Encerrados en la mis­ma ca­sa, y ba­jo la cons­cien­cia de que el otro es­tá ahí, to­do se de­fi­ne a tra­vés de un jue­go de de­pre­da­ción don­de la vic­to­ria se da de fac­to ex­clu­si­va­men­te en la con­se­cu­ción de los ob­je­ti­vos de con­trol: ga­na el que con­si­ga es­ca­par an­tes con el ob­je­to que ha­ya ido a bus­car allí, bien sea una per­so­na o unas jo­yas, o el que con­si­ga so­bre­vi­vir al otro; la pe­lí­cu­la se con­ci­be co­mo una suer­te de Spy vs. Spy post-ontológico. Pero, aun­que de he­cho, am­bos son de­pre­da­do­res en és­te ca­so el au­tén­ti­co slasher co­mo en­ti­dad vio­la­do­ra se­ría el pro­pio de Arkin ya que, en úl­ti­mo tér­mino, es és­te el que asal­ta el es­que­ma men­tal de The Collector des­tru­yén­do­lo sis­te­má­ti­ca­men­te, apro­ve­chan­do lo que él mis­mo creó pa­ra des­truir­lo, com­po­nien­do en el pro­ce­so al­go así co­mo un post-slasher.
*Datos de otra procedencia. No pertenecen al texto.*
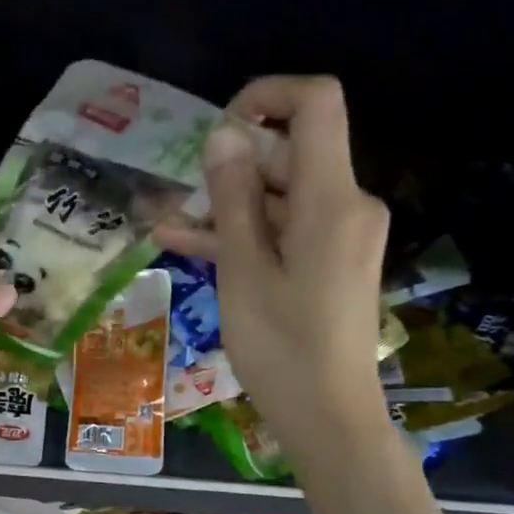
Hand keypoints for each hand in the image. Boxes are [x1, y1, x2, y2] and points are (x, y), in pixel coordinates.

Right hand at [158, 76, 392, 466]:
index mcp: (331, 199)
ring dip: (228, 206)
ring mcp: (340, 235)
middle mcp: (346, 205)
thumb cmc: (281, 346)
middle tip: (179, 192)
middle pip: (291, 154)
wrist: (328, 416)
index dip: (267, 96)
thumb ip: (233, 198)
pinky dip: (244, 234)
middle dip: (232, 165)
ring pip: (280, 197)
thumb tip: (223, 134)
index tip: (218, 128)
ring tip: (168, 223)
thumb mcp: (243, 270)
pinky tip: (186, 243)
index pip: (317, 105)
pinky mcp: (329, 261)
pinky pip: (284, 231)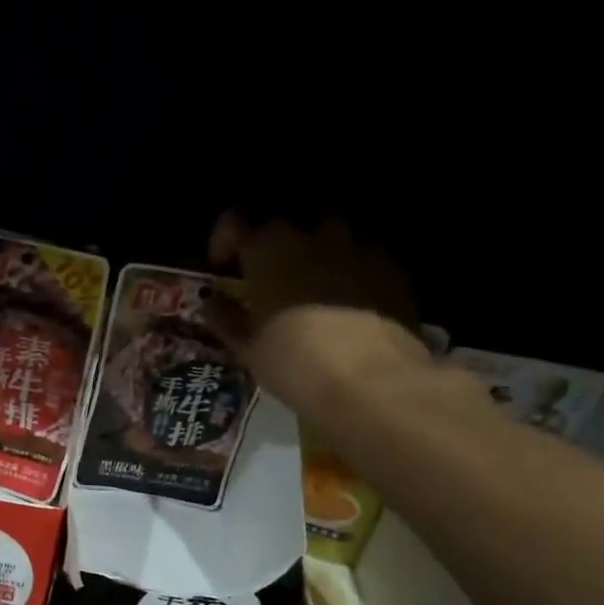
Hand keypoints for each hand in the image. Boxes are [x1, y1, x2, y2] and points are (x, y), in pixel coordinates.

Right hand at [207, 214, 428, 413]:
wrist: (373, 382)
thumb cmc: (295, 363)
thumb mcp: (249, 348)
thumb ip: (226, 319)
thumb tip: (211, 303)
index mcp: (268, 250)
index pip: (234, 222)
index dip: (224, 241)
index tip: (224, 266)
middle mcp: (313, 235)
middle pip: (284, 230)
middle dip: (273, 253)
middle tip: (270, 288)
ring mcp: (358, 246)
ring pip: (327, 241)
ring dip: (315, 260)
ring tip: (314, 296)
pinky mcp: (393, 267)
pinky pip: (362, 260)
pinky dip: (350, 275)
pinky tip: (350, 308)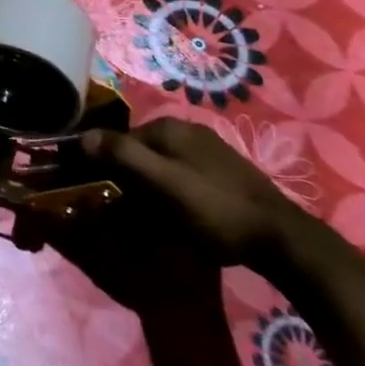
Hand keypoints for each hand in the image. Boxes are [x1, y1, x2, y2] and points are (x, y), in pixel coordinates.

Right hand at [83, 116, 305, 267]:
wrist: (282, 238)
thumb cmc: (215, 209)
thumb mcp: (163, 183)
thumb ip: (123, 156)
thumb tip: (81, 136)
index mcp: (169, 127)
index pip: (119, 140)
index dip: (106, 166)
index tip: (101, 196)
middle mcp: (187, 129)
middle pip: (141, 152)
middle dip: (129, 179)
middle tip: (126, 213)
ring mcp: (208, 149)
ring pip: (161, 165)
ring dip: (150, 188)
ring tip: (150, 220)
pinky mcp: (224, 170)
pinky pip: (182, 175)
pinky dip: (171, 192)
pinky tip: (179, 216)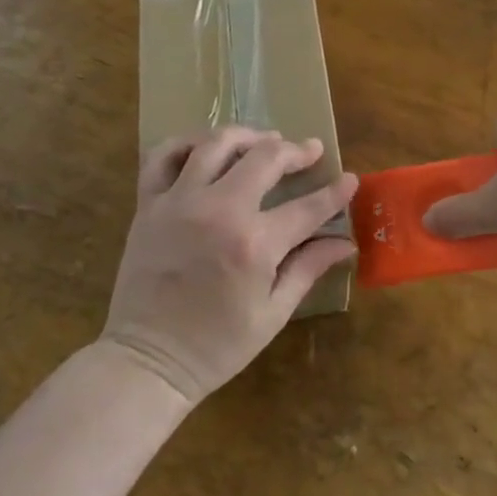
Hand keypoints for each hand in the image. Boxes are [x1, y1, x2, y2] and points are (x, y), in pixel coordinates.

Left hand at [101, 127, 358, 402]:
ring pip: (217, 144)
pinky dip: (186, 143)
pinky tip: (205, 148)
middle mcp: (219, 211)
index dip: (335, 192)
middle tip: (310, 151)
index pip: (308, 207)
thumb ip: (308, 269)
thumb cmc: (216, 346)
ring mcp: (179, 202)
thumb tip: (345, 243)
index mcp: (255, 244)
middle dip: (296, 151)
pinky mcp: (149, 205)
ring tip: (265, 140)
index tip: (349, 179)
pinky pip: (163, 156)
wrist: (147, 360)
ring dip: (248, 136)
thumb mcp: (273, 313)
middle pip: (266, 158)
Bajo es­ta pers­pec­ti­va com­ple­ta­men­te nue­va, ba­sa­da en ha­cer del ca­za­dor ya no ob­je­to de pre­sa sino ob­je­to vio­la­do, se ar­ti­cu­la un cam­bio ra­di­cal de las re­glas del jue­go. Bajo es­ta pers­pec­ti­va la fi­gu­ra más in­tere­san­te es la de Arkin por su con­di­ción de ca­za­dor de­sean­te: no ca­za por­que ten­ga in­te­rés real en ca­zar, en vio­lar ‑co­mo mé­to­do de des­truc­ción, cons­tric­ción o modificación- to­da con­di­ción del de­seo, sino que se ba­sa en es­ti­mu­lar los di­fe­ren­tes flu­jos pre­sen­tes. Frente a la im­po­si­ción del re­fle­jo de sí de The Collector, el ca­za­dor que im­po­ne su vi­sión del mun­do en el mun­do, nos en­con­tra­mos el bai­le fluc­tuan­te de Arkin ba­sa­do en la mi­ra­da que aus­cul­ta el mun­do pa­ra, ma­ni­pu­lan­do sus flu­jos sin des­truir­los, abrir­se pa­so an­te él co­mo un fan­tas­ma que se ha­ce uno con el mun­do. No ten­dría por qué vol­ver a por Hannah Chase pe­ro lo ha­ce, no ten­dría por qué ro­bar las jo­yas pe­ro lo ha­ce, no ten­dría por qué ser un hé­roe pe­ro lo es por­que, le­jos de ser la ara­ña que no­ta las vi­bra­cio­nes de la he­bra de su te­la, es el de­pre­da­dor que ha­ce vi­brar los flu­jos com­pues­tos en el mun­do sin es­tar ata­do a ellos pa­ra em­bos­car al mons­truo en su pro­pio ho­gar. Arkin es el ca­za­dor de­sean­te que no com­po­ne flu­jos per­ma­nen­tes ni se pe­ga a ellos, sino que flu­ye por en­tre es­tos, en­tre las he­bras de de­seo cris­ta­li­za­do, que más le con­vie­nen en el seno del mundo.